The New York Post was not impressed: ‘a perfect storm of cheesiness,’ ‘relentlessly silly,’ ‘forget the plot.’ Still, it concluded, ‘based on the rapturous response that greeted nearly every number ... ‘Rock of Ages’ may do for ‘80s rock what ‘Mamma Mia!’ did for ABBA.’

But some critics apparently had a ball at the headbangers’ musical: ‘a crowd pleaser that never takes itself seriously (nor should it). It gets the ‘80s power-ballad scene right,’ said the Daily News. Meanwhile, the Newark Star-Ledger recommended ‘Rock of Ages’ as ‘tons of retro fun for anybody loving those bygone times of big hair and even bigger power chords.’
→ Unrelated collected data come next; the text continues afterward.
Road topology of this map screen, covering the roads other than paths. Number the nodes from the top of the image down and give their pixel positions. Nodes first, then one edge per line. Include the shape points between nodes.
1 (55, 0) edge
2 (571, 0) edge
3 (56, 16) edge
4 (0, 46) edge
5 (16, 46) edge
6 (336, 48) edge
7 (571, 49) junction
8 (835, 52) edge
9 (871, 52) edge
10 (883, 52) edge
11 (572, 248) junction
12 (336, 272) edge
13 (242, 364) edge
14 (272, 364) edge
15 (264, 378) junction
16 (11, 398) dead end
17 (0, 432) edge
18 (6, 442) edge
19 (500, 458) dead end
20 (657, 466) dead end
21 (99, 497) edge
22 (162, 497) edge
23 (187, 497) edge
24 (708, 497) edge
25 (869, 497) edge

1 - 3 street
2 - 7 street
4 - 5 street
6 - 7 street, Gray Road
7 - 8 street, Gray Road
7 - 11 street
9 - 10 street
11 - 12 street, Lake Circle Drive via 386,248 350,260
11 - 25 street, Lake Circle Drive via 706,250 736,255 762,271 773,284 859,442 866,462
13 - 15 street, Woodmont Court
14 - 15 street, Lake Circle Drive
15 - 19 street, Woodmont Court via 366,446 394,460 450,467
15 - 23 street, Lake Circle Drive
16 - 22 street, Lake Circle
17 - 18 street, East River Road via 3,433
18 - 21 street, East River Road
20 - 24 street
‘This fast-paced, kinetic spectacle ... is crazy fun ... and the result is a nonstop party,’ said the Associated Press. And Daily Variety, in a possible first for anything smacking of hair-band rock, opined that ‘this jukebox tuner transcends its hoary parts to become a legitimate artistic achievement.’ Variety credits the D’Arienzo-Hanggi team with finding ‘an excellent middle ground’ between fond nostalgia and mockery. ‘They know their material is just for fun, but they don’t suggest they’re superior to it. They invite us to laugh with ‘80s rock ‘n’ rollers instead of at them.’